Дурная кровь - Даль Арне
— Я выйду с вами на лестницу, — вздохнул Бертильссон и тяжело поднялся.
Они вышли на площадку лестницы, там было совершенно безлюдно.
Бертильссон вертелся как уж на сковородке, но потом наконец сдался и с выражением отчаянной решимости на лице начал рассказывать:
— Я писал некролог по заданию, не от души, — сообщил он, опасливо оглядываясь. — И чувствую себя сейчас последним обманщиком. Хассель был одним из приближенных Мёллера. Именно они задавали тон в редакции. Эта команда состояла из людей одного поколения, объединенных общими ценностями и взглядами, которые сами они считают наследием золотых шестидесятых, но в действительности это нечто прямо противоположное.
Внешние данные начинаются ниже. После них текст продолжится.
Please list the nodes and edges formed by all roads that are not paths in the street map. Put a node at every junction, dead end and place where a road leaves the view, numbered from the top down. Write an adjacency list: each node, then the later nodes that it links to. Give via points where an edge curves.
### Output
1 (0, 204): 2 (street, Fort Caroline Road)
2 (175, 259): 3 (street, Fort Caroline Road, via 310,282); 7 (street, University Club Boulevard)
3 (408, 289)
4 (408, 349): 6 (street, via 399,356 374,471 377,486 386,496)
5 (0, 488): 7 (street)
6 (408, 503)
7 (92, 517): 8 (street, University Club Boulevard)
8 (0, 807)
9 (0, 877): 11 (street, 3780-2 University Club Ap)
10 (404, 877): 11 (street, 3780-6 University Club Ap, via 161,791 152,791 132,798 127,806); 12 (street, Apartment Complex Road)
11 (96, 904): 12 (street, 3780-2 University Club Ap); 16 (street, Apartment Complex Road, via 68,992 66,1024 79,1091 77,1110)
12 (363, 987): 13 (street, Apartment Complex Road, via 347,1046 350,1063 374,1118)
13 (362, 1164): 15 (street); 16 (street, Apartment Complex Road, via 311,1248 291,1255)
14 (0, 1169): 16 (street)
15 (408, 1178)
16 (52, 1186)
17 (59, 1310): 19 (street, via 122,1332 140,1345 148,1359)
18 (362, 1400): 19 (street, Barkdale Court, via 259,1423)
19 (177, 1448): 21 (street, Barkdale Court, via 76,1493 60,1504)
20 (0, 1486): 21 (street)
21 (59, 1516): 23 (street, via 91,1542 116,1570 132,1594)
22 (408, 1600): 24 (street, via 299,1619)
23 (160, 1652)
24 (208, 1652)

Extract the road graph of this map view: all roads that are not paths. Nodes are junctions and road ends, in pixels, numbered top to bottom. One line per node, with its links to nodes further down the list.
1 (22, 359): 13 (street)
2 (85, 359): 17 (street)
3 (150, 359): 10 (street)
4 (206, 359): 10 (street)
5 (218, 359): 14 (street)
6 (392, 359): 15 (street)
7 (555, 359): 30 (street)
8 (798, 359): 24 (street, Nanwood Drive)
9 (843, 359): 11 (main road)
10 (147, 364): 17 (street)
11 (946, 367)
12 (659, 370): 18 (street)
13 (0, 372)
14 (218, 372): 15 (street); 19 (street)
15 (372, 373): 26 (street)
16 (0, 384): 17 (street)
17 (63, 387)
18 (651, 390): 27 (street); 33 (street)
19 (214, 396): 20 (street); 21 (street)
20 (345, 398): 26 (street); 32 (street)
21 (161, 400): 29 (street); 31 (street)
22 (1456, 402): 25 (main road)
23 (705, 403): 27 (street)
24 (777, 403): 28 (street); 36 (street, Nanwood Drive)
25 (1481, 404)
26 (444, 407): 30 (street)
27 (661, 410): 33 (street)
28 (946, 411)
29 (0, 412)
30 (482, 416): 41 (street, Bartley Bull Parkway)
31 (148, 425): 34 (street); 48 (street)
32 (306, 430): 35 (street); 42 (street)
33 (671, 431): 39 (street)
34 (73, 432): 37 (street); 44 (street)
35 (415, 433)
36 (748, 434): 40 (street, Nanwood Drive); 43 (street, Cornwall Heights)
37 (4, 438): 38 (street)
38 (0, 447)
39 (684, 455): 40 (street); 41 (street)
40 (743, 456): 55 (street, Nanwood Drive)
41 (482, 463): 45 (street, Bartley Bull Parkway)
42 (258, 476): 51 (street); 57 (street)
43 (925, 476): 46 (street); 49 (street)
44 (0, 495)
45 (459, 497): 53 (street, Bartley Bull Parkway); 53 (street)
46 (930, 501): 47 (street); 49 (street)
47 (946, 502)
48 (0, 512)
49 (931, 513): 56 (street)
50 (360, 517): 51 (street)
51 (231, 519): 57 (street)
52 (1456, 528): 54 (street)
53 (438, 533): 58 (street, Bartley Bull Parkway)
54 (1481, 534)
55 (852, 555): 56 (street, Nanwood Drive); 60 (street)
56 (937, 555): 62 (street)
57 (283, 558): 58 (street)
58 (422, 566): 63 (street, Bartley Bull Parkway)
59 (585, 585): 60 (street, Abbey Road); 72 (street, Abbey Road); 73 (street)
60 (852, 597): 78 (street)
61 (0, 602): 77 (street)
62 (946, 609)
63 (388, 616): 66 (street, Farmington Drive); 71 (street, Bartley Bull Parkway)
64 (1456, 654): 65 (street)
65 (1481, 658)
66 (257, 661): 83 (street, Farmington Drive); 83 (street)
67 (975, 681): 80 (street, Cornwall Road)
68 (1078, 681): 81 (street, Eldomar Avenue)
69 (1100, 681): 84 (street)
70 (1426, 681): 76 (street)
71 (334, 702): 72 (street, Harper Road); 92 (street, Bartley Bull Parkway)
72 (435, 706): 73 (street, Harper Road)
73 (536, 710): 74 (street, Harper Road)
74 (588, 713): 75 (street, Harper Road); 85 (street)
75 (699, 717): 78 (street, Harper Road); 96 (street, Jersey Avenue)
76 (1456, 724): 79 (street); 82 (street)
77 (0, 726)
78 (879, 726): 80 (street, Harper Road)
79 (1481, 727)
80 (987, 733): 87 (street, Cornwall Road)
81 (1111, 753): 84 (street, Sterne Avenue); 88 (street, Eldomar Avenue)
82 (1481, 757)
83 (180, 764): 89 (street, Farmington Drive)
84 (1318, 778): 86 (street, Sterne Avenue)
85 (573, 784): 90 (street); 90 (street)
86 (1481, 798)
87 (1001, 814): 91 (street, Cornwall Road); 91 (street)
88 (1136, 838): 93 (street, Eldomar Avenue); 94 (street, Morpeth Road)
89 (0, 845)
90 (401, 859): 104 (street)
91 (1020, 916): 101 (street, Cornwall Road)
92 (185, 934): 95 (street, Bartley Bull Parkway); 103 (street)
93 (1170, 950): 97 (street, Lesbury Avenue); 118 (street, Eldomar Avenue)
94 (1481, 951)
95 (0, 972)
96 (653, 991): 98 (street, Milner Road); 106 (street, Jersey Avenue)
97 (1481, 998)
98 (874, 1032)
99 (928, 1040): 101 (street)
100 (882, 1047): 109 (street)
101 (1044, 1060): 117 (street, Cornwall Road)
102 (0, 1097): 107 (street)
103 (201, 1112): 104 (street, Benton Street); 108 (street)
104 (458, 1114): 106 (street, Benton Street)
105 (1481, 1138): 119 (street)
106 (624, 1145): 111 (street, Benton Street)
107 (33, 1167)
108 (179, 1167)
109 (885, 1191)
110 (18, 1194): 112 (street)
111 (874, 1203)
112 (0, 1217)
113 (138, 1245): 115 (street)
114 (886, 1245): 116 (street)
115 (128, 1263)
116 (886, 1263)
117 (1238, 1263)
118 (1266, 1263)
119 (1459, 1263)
Эти люди очень усердно выискивают приметы времени и внешне следуют самым современным тенденциям, однако в свой круг ничего и никого нового не допускают. Хассель имел здесь большую власть. Он сам выбирал, о каких книгах писать, причем специально выбирал то, что ему было непонятно, чтобы прилюдно выпороть писателя. Его эстетические представления были родом из шестидесятых и заключались в том, что литература по определению является обманом. В семидесятые он написал манифест в духе Мао и пару документальных романов, а после этого только и делал, что бряцал старым оружием. Нет счета молодым дарованиям, писательскую карьеру которых Хассель загубил.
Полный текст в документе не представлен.